● What is required
An acceptable answer repeats exactly the line with "thumb mcp: (483, 365)" and each line after it through the end of the entries, and includes nothing else.

● Skeletal landmark data
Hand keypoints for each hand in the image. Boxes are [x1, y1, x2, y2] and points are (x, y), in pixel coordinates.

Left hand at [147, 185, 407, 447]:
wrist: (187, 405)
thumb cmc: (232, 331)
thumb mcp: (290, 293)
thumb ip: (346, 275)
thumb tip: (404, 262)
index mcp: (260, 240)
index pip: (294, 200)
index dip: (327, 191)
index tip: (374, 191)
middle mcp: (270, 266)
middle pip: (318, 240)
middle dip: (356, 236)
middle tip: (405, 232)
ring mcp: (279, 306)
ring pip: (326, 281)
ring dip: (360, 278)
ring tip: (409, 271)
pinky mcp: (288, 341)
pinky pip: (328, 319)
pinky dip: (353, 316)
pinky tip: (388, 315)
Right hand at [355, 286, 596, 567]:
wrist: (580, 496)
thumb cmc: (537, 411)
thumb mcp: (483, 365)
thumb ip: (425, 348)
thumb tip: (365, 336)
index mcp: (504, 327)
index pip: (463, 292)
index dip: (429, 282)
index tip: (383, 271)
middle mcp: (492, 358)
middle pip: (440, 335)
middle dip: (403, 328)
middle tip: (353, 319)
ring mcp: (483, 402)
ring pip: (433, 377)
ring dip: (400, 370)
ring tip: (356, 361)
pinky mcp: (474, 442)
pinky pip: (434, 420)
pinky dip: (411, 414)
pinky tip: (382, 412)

● Result
thumb mcp: (483, 365)
thumb ip: (425, 348)
thumb tip: (365, 336)
index mcp: (504, 327)
index pip: (463, 292)
index dip: (429, 282)
index tip: (383, 271)
middle mcp: (492, 358)
middle pip: (440, 335)
middle dip: (403, 328)
middle tip: (353, 319)
ring mcp: (483, 402)
ring pip: (433, 377)
ring dip: (400, 370)
ring tip: (356, 361)
pinky mcp: (474, 442)
pinky pip: (434, 420)
pinky dip: (411, 414)
pinky tip: (382, 412)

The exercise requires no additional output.